From Ian Robertson: Take Vancouver laneway housing … add a sprinkle of these refurbished Victorian alleys … get something fantastic!

From the Daily MailCommunity transforms Victorian passageway behind homes into oasis of greenery


LAne 1

Rundown: alleys such as this one in Middlesbrough, Teesside, are still scruffy.


Lane 2

Beautiful: The once-dingy lane in Middlesbrough, Teesside, is now a haven of hanging baskets, trellises and trees bearing apples and pears, thanks to a pensioner. Mavis Arnold, 75, has helped turn the lane behind her home into a colourful wonderland.


  1. Wow, inspiring. Pile on the laneway houses, if not row housing, plus maybe a cafe at the corner (note to CoV: thanks for changing that bylaw). Notice all the chairs and tables that invite connection between neighbours — not likely on the comparatively drab street side. There are so many innovative ideas out there to make our city both more dense and more humane. All you have to do is allow them, and have a few caring people that start the ball rolling.

  2. Note that this idea originated with one resident and not the city.

    This reminds me of the gardens at First and Fir on the former CPR r/w that started with one planting bed built on a postage stamp piece of derelict land and mostly funded by one aspiring gardener who had to pull the wisdom teeth of the board members of the adjacent co-op to cover a part of the cost of materials. That one bed, bursting with flowers, brought many thanks and appreciative comments from the condo-dwelling neighbours. Back then the CPR still ran one train a day to Molson’s, and the engineers and brakemen always greeted the gardener, so unlike the more recent PR shenanigans pulled by the CPR further up the tracks deeper into Creme territory where gardens were demolished in front of the cameras as a land negotiating tactic with the city. The lone gardener moved up the hill in the late 90s but, after a few years of neglect, another co-op member resurrected the idea and made it into a showpiece that inspired a small army of gardeners to help from various nearby buildings.

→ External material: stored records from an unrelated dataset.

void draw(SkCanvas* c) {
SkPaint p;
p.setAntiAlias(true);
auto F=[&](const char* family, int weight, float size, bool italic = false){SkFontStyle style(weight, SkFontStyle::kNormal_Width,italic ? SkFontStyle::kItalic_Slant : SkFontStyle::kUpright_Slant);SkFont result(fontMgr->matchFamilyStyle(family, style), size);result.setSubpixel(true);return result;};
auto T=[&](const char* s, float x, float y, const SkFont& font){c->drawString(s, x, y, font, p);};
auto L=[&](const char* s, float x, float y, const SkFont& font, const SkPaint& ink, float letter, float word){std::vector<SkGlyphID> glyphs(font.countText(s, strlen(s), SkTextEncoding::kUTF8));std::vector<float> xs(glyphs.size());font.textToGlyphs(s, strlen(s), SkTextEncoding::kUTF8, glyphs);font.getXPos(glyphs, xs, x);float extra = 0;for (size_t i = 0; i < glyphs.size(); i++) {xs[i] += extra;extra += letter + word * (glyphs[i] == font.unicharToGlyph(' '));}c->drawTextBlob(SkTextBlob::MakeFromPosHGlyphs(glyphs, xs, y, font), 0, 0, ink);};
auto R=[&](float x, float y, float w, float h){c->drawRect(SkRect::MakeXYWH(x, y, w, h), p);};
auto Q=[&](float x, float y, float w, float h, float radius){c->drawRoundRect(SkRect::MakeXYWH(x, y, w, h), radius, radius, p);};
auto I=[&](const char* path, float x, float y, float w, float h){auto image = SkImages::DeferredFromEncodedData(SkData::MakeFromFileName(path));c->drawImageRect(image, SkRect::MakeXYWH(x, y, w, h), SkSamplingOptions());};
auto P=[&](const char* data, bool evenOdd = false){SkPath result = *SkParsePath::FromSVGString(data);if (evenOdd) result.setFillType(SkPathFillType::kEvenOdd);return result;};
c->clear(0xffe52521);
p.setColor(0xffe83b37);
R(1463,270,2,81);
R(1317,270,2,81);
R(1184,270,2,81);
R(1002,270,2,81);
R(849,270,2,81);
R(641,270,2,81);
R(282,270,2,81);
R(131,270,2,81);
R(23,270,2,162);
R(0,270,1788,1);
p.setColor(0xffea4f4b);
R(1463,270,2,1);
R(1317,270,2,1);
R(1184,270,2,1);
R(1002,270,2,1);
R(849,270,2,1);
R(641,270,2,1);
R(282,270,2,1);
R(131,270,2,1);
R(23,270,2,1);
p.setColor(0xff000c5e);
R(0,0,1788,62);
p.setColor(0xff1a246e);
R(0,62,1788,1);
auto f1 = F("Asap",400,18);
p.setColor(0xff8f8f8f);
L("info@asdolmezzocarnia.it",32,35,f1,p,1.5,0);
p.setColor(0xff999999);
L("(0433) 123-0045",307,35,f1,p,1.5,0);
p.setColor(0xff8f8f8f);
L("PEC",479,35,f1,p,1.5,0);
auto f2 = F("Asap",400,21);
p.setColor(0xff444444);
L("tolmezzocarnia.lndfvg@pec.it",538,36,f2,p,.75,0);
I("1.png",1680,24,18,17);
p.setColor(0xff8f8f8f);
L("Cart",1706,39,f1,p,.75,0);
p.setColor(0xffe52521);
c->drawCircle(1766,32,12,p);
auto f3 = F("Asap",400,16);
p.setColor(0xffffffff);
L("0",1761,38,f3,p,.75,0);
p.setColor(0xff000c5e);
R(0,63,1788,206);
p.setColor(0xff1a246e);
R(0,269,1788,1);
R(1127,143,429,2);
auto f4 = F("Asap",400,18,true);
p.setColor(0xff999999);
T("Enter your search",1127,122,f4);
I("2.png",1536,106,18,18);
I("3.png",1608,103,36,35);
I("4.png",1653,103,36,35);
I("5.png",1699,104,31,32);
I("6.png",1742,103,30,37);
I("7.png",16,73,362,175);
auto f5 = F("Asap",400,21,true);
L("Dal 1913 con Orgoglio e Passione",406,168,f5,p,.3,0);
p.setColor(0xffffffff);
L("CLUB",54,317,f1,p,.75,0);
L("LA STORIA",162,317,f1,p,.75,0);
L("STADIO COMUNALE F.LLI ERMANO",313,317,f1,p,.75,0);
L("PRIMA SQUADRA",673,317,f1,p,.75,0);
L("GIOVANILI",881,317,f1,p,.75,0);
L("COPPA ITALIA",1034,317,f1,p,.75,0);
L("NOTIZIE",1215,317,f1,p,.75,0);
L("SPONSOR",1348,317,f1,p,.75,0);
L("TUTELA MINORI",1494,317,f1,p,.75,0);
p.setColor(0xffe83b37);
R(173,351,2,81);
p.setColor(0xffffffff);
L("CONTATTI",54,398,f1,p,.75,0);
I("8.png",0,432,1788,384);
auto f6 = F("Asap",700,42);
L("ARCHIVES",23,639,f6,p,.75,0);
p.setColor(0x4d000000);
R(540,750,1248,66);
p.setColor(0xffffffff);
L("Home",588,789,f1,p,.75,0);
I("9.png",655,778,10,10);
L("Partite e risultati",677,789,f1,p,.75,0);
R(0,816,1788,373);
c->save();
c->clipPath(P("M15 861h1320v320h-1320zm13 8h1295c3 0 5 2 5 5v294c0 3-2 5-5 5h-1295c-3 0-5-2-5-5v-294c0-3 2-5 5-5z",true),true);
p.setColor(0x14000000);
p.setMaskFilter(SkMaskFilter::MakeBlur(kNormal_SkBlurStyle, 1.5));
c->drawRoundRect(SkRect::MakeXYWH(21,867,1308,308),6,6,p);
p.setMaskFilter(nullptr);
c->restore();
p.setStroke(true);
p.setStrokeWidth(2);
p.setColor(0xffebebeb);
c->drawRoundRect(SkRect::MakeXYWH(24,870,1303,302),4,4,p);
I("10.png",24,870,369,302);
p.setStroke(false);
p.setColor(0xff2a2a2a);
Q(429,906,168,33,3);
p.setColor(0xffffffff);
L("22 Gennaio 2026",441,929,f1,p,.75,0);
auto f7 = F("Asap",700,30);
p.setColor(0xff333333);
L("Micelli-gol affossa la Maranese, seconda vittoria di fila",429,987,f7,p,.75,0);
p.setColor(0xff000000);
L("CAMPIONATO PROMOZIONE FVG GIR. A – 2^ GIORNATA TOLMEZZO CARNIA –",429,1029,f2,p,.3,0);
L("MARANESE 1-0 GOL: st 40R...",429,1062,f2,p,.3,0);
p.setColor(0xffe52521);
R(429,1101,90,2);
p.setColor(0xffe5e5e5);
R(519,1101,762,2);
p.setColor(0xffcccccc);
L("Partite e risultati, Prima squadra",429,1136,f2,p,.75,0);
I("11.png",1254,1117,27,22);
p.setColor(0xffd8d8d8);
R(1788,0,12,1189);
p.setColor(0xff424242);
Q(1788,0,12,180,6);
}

    Chris articulated the potential of lanes, which is vast compared to their standard utilitarian use today. I hope the city can recognize the volunteer effort of residents and follow up any policy initiative on lanes with a small program not unlike Green Streets that allows citizens some flexibility. You can do a lot in even just a 0.6m setback. There was a lane redesign program out there at one time but I understand some of the design techniques failed, such as permeable paving and infiltration channels which quickly plugged up. Cost was also a factor. I suggest the program should be given a new life but without experimentation that is at risk of failure. Go with the tried and true, like solid paving with cobbles and setts or even cheaper unit pavers used in channels, and rated for garbage truck weights. All it takes is imagination and the ability to learn from experience.

    1. I like the example shown here, for instance (put at the end of the alley, there’s always enough room in the verge between the sidewalk and the road)

      … which is to say a little box on top of a big bin, one side recycling, one side garbage, and removes a whole lot of issues with binners, and raccoons, and all the other reasons not to store garbage right beside your house.

      It always amazes me that with land prices as high as they are, that people are happy having more than 1/3 of city streets entirely and totally devoted to shit (of one form or another).